**Your instructions**
Copy each line of the data that has "list" in it.

**The data**
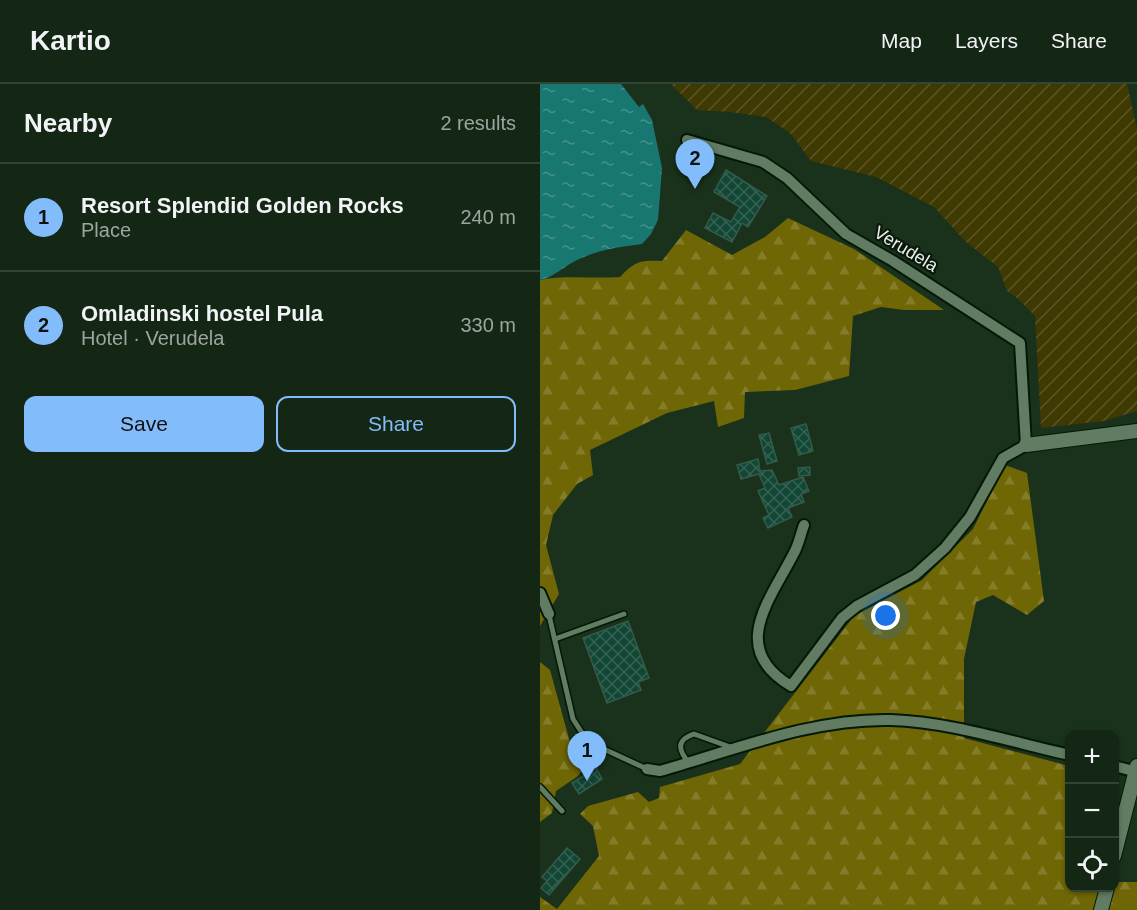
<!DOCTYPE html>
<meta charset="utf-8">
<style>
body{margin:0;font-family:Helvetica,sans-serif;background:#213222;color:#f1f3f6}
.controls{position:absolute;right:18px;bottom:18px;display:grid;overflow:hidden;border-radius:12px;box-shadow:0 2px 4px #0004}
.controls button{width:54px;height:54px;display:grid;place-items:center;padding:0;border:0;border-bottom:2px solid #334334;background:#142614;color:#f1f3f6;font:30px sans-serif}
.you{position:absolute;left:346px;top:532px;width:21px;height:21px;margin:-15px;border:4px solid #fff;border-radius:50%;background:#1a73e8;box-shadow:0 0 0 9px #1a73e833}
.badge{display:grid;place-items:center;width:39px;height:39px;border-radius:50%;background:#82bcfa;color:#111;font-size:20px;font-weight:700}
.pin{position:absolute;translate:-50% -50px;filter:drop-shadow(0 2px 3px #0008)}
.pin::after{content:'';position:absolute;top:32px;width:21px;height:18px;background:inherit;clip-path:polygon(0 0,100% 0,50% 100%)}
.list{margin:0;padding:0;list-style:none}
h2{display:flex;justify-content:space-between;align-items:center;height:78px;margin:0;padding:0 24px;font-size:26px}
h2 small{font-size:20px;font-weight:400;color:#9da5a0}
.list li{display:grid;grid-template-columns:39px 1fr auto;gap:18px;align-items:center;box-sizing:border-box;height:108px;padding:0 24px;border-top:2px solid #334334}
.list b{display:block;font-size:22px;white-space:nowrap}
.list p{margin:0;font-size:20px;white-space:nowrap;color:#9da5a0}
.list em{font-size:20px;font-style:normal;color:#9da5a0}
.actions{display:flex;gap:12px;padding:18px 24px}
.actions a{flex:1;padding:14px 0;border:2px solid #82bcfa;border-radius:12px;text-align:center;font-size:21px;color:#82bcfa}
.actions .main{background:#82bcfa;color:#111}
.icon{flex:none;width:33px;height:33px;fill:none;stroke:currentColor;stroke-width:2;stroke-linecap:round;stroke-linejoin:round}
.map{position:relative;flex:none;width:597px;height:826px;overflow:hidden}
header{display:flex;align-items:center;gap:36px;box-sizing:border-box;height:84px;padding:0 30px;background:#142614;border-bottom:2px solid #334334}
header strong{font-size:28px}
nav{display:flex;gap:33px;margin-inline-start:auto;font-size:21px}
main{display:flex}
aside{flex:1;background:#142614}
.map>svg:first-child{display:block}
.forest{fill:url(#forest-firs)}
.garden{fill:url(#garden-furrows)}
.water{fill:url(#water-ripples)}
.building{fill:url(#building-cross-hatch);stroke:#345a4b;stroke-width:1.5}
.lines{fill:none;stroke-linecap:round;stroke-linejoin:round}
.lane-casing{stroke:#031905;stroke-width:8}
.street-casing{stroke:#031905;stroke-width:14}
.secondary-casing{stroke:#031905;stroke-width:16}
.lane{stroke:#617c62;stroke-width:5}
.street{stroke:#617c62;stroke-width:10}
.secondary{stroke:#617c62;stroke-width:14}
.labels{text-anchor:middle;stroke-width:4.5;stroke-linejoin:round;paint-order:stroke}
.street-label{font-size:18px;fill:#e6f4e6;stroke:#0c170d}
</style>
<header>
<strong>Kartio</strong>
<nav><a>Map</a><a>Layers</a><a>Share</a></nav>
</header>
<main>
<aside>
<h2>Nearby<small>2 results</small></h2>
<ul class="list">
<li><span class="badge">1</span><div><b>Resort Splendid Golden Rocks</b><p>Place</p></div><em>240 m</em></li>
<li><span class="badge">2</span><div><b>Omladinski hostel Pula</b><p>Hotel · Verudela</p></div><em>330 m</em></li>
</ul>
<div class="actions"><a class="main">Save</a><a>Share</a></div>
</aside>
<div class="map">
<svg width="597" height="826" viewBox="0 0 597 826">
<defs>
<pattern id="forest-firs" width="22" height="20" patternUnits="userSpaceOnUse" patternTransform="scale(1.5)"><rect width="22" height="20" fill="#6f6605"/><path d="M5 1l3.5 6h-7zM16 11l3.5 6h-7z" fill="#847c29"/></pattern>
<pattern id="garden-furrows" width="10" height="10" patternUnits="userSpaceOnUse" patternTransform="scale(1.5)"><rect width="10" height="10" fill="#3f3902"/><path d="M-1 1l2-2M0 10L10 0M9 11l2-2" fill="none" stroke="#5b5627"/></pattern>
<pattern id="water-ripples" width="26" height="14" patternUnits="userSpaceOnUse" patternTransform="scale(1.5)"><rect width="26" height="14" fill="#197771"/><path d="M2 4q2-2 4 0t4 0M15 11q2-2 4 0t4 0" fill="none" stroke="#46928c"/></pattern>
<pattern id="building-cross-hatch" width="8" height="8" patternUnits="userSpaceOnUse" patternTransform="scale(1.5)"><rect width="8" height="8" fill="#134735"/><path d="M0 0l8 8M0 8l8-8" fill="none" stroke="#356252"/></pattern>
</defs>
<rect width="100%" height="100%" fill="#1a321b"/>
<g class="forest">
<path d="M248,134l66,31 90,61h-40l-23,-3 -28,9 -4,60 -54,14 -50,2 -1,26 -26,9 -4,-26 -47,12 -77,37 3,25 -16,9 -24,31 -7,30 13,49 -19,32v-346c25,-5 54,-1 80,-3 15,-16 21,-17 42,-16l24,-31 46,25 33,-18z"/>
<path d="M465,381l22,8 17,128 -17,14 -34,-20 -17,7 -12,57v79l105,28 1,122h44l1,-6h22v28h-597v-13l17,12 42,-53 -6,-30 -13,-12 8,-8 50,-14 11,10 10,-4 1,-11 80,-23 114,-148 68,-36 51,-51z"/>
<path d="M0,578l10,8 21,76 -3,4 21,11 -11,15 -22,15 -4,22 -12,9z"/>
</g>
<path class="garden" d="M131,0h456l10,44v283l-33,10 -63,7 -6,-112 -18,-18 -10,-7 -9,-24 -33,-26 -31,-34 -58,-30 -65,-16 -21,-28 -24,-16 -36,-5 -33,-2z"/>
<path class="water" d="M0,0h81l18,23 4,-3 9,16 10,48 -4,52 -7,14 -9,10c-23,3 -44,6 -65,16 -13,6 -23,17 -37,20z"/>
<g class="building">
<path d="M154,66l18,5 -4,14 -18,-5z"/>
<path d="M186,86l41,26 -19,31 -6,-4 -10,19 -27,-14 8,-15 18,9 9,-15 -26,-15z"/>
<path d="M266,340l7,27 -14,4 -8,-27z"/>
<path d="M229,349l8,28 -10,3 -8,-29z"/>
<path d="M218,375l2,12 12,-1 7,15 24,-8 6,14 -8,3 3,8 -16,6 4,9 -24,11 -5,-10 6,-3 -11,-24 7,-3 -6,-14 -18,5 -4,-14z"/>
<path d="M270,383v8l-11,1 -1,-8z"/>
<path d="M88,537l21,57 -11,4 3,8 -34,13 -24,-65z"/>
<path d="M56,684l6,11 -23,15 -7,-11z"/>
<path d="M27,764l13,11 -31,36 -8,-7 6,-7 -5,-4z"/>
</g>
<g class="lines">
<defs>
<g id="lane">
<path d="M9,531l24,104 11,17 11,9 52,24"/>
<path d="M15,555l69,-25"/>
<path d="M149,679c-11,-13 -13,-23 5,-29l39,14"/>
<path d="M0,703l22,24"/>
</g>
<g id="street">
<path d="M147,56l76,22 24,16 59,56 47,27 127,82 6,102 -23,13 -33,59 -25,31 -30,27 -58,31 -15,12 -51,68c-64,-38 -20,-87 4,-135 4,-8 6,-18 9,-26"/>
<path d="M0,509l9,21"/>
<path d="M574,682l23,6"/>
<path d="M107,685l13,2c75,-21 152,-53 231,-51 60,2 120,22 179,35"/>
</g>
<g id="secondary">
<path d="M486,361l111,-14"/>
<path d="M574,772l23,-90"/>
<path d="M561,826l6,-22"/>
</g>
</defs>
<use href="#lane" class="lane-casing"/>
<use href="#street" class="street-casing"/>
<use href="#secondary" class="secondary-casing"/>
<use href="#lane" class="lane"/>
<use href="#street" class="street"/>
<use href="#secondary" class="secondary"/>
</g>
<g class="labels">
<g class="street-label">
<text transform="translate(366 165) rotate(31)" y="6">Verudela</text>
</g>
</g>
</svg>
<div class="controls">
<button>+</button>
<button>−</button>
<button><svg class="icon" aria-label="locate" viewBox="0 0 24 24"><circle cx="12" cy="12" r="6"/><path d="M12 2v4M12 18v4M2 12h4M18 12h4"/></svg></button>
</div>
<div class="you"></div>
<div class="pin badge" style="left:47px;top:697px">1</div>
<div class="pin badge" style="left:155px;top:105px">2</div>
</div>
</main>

**Solution to this exercise**
.list{margin:0;padding:0;list-style:none}
.list li{display:grid;grid-template-columns:39px 1fr auto;gap:18px;align-items:center;box-sizing:border-box;height:108px;padding:0 24px;border-top:2px solid #334334}
.list b{display:block;font-size:22px;white-space:nowrap}
.list p{margin:0;font-size:20px;white-space:nowrap;color:#9da5a0}
.list em{font-size:20px;font-style:normal;color:#9da5a0}
<ul class="list">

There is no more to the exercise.